If it's shared then say "Shared gigabit internet for only X dollars!" I guess the reason they don't do that is because a lot of people would choose competitor services if they were honest. Cable companies are soul sucking monopolies/duopolies and deserve no quarter.

5 comments

That reminds me of the way JCPenney had a thing where they would do no promotional pricing in a bid to be honest with the consumer about the actual price of their products... and it backfired massively. People assumed that because they didn't have any sales that they weren't the cheapest prices.

In the end, people go for what they perceive to be the cheapest prices, not necessarily the prices that actually are the cheapest.

I guess the reason they don't do that is because a lot of people would choose competitor services if they were honest

Competitor services? Starlink aside, I have no options but what I have. I think many people at least in USA are in similar situation.

There's a difference between a data center connection and a home connection.

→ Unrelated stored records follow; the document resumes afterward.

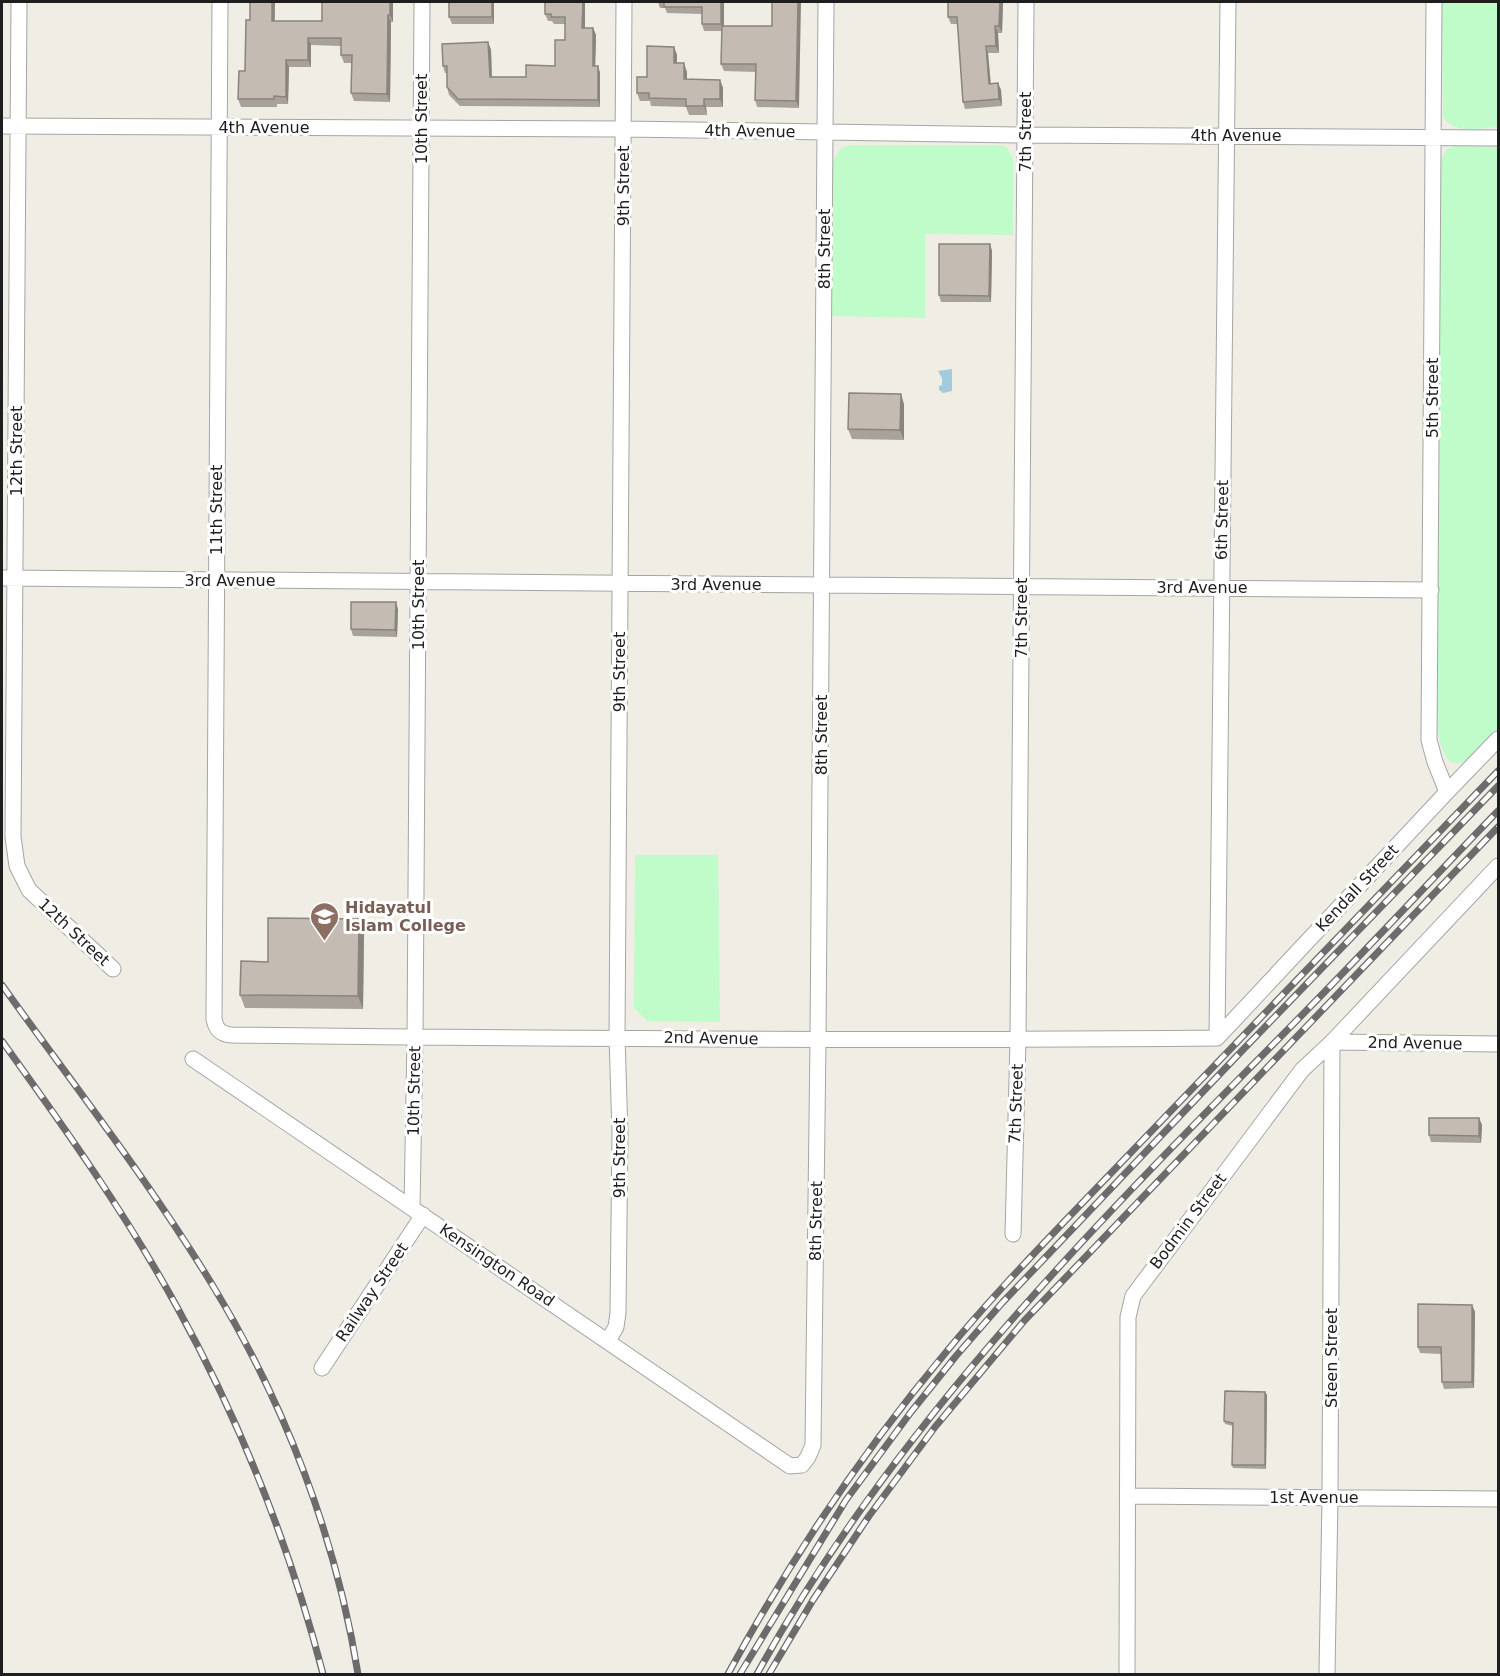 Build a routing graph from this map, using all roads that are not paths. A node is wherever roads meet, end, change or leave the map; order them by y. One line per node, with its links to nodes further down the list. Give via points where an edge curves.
1 (19, 2): 10 (street, 12th Street)
2 (220, 2): 11 (street, 11th Street)
3 (422, 2): 12 (street, 10th Street)
4 (624, 2): 13 (street, 9th Street)
5 (826, 2): 14 (street, 8th Street)
6 (1026, 2): 15 (street, 7th Street)
7 (1228, 2): 16 (street, 6th Street)
8 (1434, 2): 17 (street, 5th Street)
9 (2, 126): 10 (street, 4th Avenue)
10 (18, 126): 11 (street, 4th Avenue); 19 (street, 12th Street)
11 (219, 127): 12 (street, 4th Avenue); 20 (street, 11th Street)
12 (421, 128): 13 (street, 4th Avenue); 21 (street, 10th Street)
13 (623, 129): 14 (street, 4th Avenue); 22 (street, 9th Street)
14 (825, 133): 15 (street, 4th Avenue); 23 (street, 8th Street)
15 (1025, 135): 16 (street, 4th Avenue); 24 (street, 7th Street)
16 (1228, 135): 17 (street, 4th Avenue); 25 (street, 6th Street)
17 (1433, 137): 18 (street, 4th Avenue); 26 (street, 5th Street)
18 (1498, 138)
19 (8, 578): 20 (street, 3rd Avenue); 30 (street, 12th Street, via 17,867 28,890)
20 (216, 580): 21 (street, 3rd Avenue); 31 (street, 11th Street)
21 (418, 582): 22 (street, 3rd Avenue); 32 (street, 10th Street)
22 (620, 583): 23 (street, 3rd Avenue); 33 (street, 9th Street)
23 (822, 585): 24 (street, 3rd Avenue); 35 (street, 8th Street)
24 (1021, 586): 25 (street, 3rd Avenue); 36 (street, 7th Street)
25 (1221, 587): 26 (street, 3rd Avenue); 34 (street, 6th Street)
26 (1431, 590): 28 (street, 5th Street, via 1429,740)
27 (1498, 739): 28 (street, Kendall Street)
28 (1447, 792): 34 (street, Kendall Street)
29 (1498, 866): 37 (street, Bodmin Street)
30 (113, 969)
31 (214, 1019): 32 (street, 2nd Avenue, via 219,1031 231,1035)
32 (415, 1037): 33 (street, 2nd Avenue); 40 (street, 10th Street)
33 (617, 1037): 35 (street, 2nd Avenue); 42 (street, 9th Street, via 618,1313)
34 (1216, 1038): 36 (street, 2nd Avenue)
35 (818, 1040): 36 (street, 2nd Avenue); 44 (street, 8th Street, via 813,1445)
36 (1018, 1040): 41 (street, 7th Street)
37 (1332, 1042): 38 (street, 2nd Avenue); 45 (street, Bodmin Street, via 1302,1070 1133,1296 1128,1317); 46 (street, Steen Street)
38 (1498, 1044)
39 (193, 1059): 40 (street, Kensington Road)
40 (417, 1211): 42 (street, Kensington Road); 43 (street, Railway Street)
41 (1012, 1234)
42 (608, 1341): 44 (street, Kensington Road, via 790,1466)
43 (322, 1368)
44 (802, 1465)
45 (1129, 1496): 46 (street, 1st Avenue); 48 (street, Bodmin Street)
46 (1330, 1497): 47 (street, 1st Avenue); 49 (street, Steen Street)
47 (1498, 1499)
48 (1127, 1674)
49 (1327, 1674)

For 99% of home users, moderately oversubscribed gigabit is perfectly fine, and no one would pay the premium (and it's a big premium) for more. Once 1 GB downloads are slow or the connection can't handle 5 HD streams, it's getting into false advertising territory.
> If it's shared then say "Shared gigabit internet for only X dollars!" I guess the reason they don't do that is because a lot of people would choose competitor services if they were honest.

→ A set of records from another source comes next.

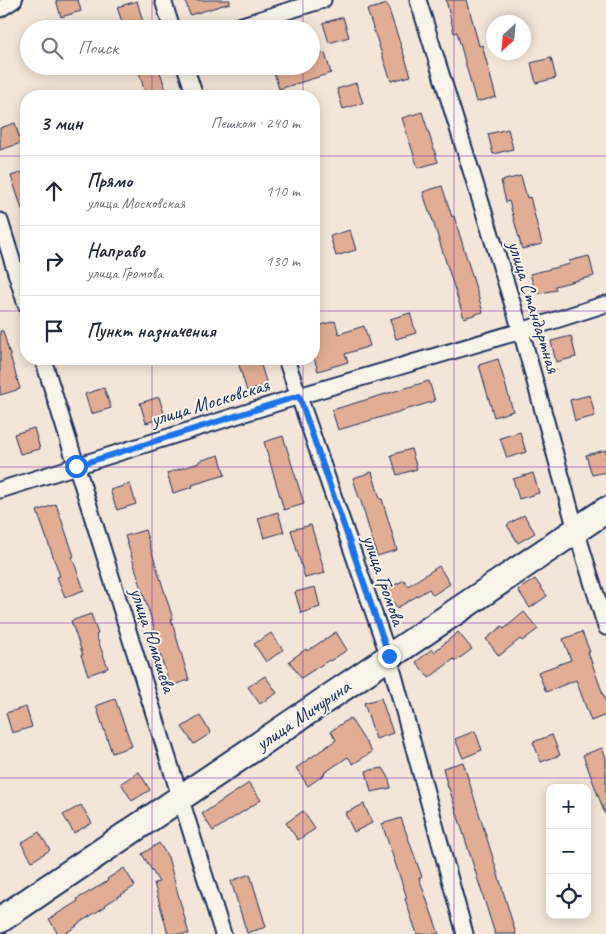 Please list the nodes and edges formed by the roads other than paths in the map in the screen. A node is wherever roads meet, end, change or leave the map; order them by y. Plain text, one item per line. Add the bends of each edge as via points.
1 (14, 0) edge
2 (163, 0) edge
3 (323, 0) edge
4 (418, 0) edge
5 (0, 9) edge
6 (169, 20) edge
7 (257, 20) edge
8 (188, 75) edge
9 (193, 90) edge
10 (0, 221) edge
11 (20, 286) edge
12 (606, 304) edge
13 (522, 331) junction
14 (45, 365) edge
15 (288, 365) edge
16 (299, 396) junction
17 (76, 466) junction
18 (0, 490) edge
19 (606, 510) edge
20 (576, 530) junction
21 (606, 627) edge
22 (389, 656) junction
23 (182, 797) junction
24 (0, 920) edge
25 (223, 934) edge
26 (465, 934) edge

1 - 5 street
2 - 6 street
3 - 7 street
4 - 13 street, улица Стандартная
8 - 9 street
10 - 11 street
12 - 13 street, улица Московская
13 - 16 street, улица Московская
13 - 20 street, улица Стандартная
14 - 17 street, улица Юмашева
15 - 16 street, улица Громова
16 - 17 street, улица Московская
16 - 22 street, улица Громова
17 - 18 street, улица Московская
17 - 23 street, улица Юмашева
19 - 20 main road, улица Мичурина
20 - 21 street, улица Стандартная
20 - 22 main road, улица Мичурина
22 - 23 main road, улица Мичурина
22 - 26 street, улица Громова
23 - 24 main road, улица Мичурина
23 - 25 street, улица Юмашева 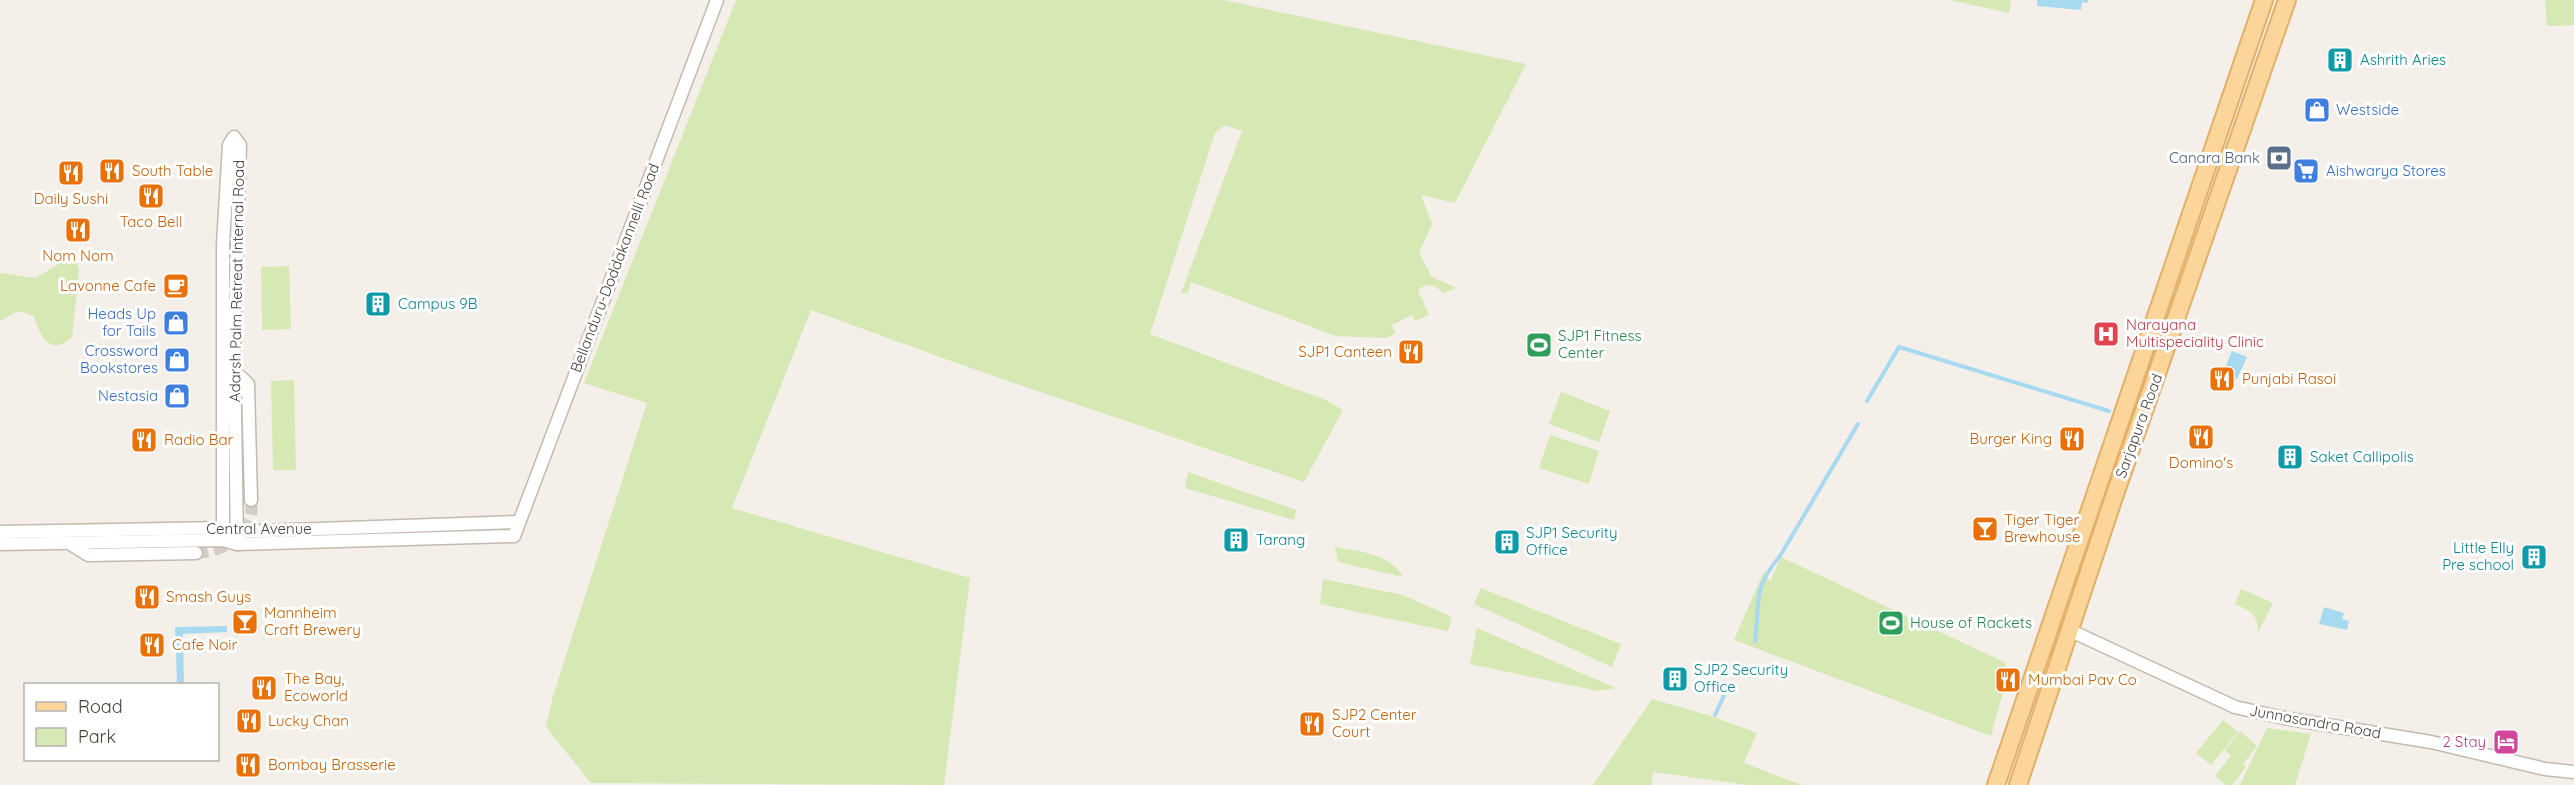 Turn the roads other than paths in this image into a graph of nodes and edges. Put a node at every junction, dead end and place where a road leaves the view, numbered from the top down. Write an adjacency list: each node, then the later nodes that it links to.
1 (717, 0): 7 (street, Bellanduru-Doddakannelli Road)
2 (2264, 0): 17 (main road, Sarjapura Road)
3 (2287, 0): 15 (main road, Sarjapura Road)
4 (228, 354): 4 (street, Adarsh Palm Retreat Internal Road); 5 (street, Adarsh Palm Retreat Internal Road); 9 (street, Adarsh Palm Retreat Internal Road)
5 (235, 372): 6 (street); 11 (street, Adarsh Palm Retreat Internal Road)
6 (251, 500)
7 (518, 522): 10 (street, Bellanduru-Doddakannelli Road); 11 (street, Central Avenue)
8 (0, 532): 9 (street, Central Avenue)
9 (223, 534): 11 (street, Central Avenue); 12 (street, Central Avenue)
10 (514, 536): 11 (street, Central Avenue)
11 (236, 538)
12 (68, 543): 13 (street, Central Avenue); 14 (street)
13 (0, 544)
14 (196, 553)
15 (2069, 630): 16 (street, Junnasandra Road); 18 (main road, Sarjapura Road)
16 (2574, 772)
17 (1999, 778): 18 (main road)
18 (2019, 782)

I don't think any competitor will give you a dedicated gigabit to you for a reasonable price, especially if everyone suddently starts asking for one.

I have Ziply Fiber in Oregon.

I pay for a Symmetrical gigabit connection, it’s 60 dollars a month. I record speed tests multiple times a day every day and have ever since I got the service last year. They’re growing gang busters too, my entire neighborhood is on Ziply (90% of household converted from what I understand)

Aside from them adjusting some things due to the rapid unexpected uptake, I have gotten full connection speeds for upload and download every day for over a year. Its been uptime of 99.999% (the adjustment period happened over 2 days and they only slowed service to 300/300 temporarily)

It can be done. It won’t be done by Comcast et. al.

I'm also in Oregon, specifically Portland. DMARCs for fiber are largely shared by providers which is why you can have multiple providers in a given area. That way they don't take up extra pole space and the city can pay a single provider to maintain sections of line.

As long as the DMARC isn't saturated then you're only limited by the other lines also going to the DMARC and the collective activity of subscribers upstream of you between you and the central office. That's to say, you are right that it can be done but only insofar as other posters have indicated: last mile providers need to provision higher capacity lines between the DMARC and the central office.

This doesn't prove anything, it just means that when you're doing a speedtest there aren't other users that are also saturating the connection.

Note that this doesn't means that there are exactly 0 users downloading in those moments. Usually there are multiple gigabits dedicated to a group of users, so that multiple users can navigate at 1Gbps without slowing down others, but not all the group at once. How much bandwidth is allocated to how many users can vary though, and some providers might allocate less total bandwidth to more users.

In practice this works out fine most of the time and most users won't notice slowdowns like you do, but if everyone started a speedtest at the same time you will notice it.

i'm in oregon and those assholes won't provide fiber to the home to my neighborhood on the far western edge of the metro area out near forest grove.
Them none should be allowed to advertise as such
There usually are no competitors.
Most people should have at least two choices. Their cable company and their phone company. These choices may be comparable in price and service level or wildly divergent depending on your specific location however.
I live in San Francisco, and Comcast's DOCSIS 3.1 offering (~1Gbps down / 25Gbps up) is my only useful option. AT&T offers DSL, and MonkeyBrains will give me a microwave link (more or less symmetric, but probably would top out at around 100Mbps), but that's it, aside from the LTE/5G providers.

I live one block away from one of the main fiber trunks in the city, but I was quoted (both by Comcast and AT&T) that it would be $20k-$30k to run that fiber to my building.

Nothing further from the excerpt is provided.